Peszkowski, who survived the massacre that killed thousands of his compatriots, was part of an international cast that helped to formally unveil the National Katyn Memorial yesterday a couple of blocks east of the Inner Harbor. Diplomats from Eastern Europe, and a strong turnout of Polish-Americans from greater Baltimore and beyond, gathered in the November chill to contemplate a sculptors' imagery.
FOR THE RECORD - A graphic published in The Sun's editions on Nov. 20 gave a misleading comparsion of the Katyn Memorial with other Baltimore monuments. The other monuments were pictured with their bases. When the Katyn Memorial's base is included in calculations, its height is 56 feet, not 44 feet.
The Sun regrets the error.
They found, in atrocity, a lesson in bravery.
"The cold chills I have aren't from the cold," said Peggy Snyder, a choreographer for a children's Polish folk dance troupe, as she toured the memorial. "This is kind of like closure, and a dedication to the people who came to the call of their country."
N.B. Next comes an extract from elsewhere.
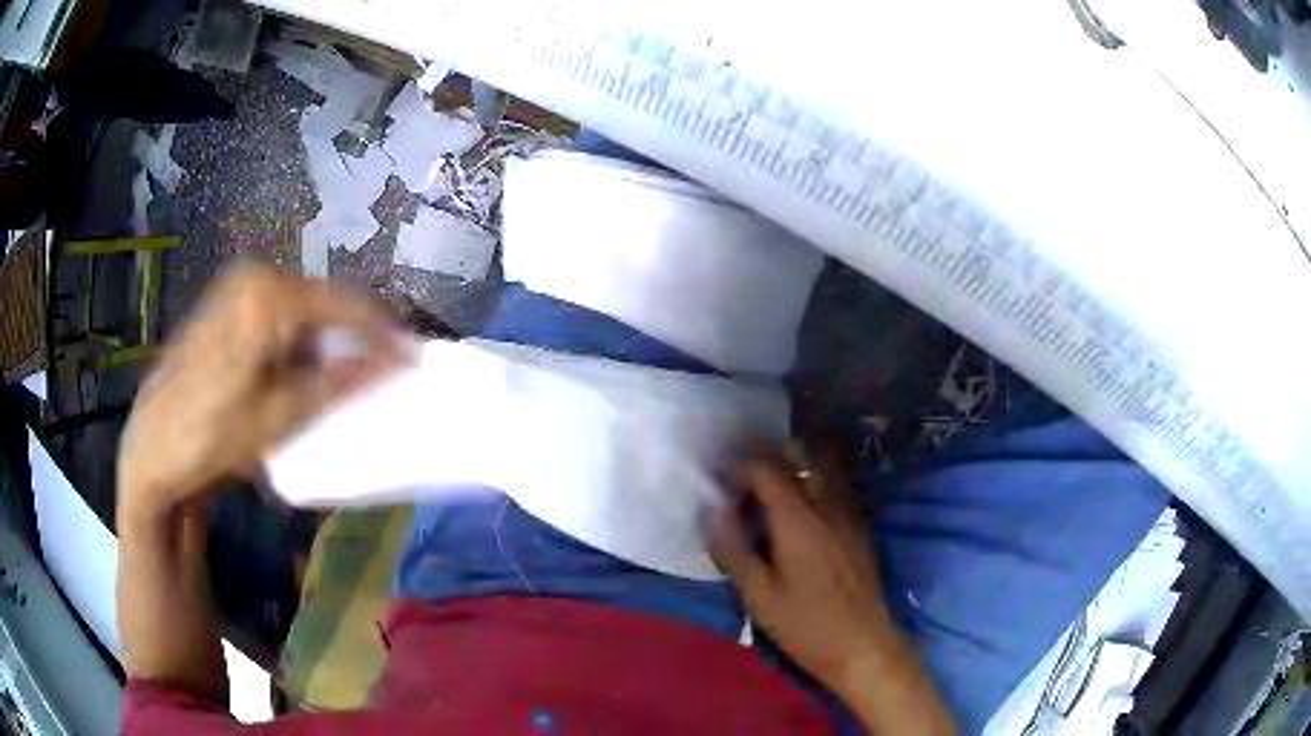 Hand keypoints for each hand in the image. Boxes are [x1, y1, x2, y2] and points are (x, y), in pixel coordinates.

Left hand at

Yesterday's ceremony marked the end of a long local effort to commemorate the 1940 massacre at Katyn. Three decades ago, an Army major who had been stationed in Poland began selling soft drinks and sandwiches to raise money for a plaque in East Baltimore's Patterson Park. About a decade ago, a committee was formed to fortify the fund-raising effort. Over time, $1.4 million was collected.
But even as the goal was about to be reached, another snag arose: A dedication ceremony planned for September had to be postponed because rough weather and labor strife delayed the statue's delivery from Poland.
Which only made yesterday's festivities all the more satisfying.
"It's almost like a mission impossible. Nobody thought it could be done," said Stanley Sdanowich, a member of the National Katyn Memorial Committee.
Alfred Wisniewski, the committee chairman, was so overcome with the moment that he could not speak during the ceremonies. He allowed his brother, Stanislaus, to read his statement, which included a message to the dead: "May your dreams now be peaceful ones, because you will always be honored. You will always be remembered."
The statue memorializes a massacre whose history has, for many, been overshadowed. In 1939, Poland was invaded simultaneously by Nazi Germany from the west and Stalin's Red Army from the East. The Soviets captured more than 15,000 Polish officers and transferred them to camps in the Soviet Union.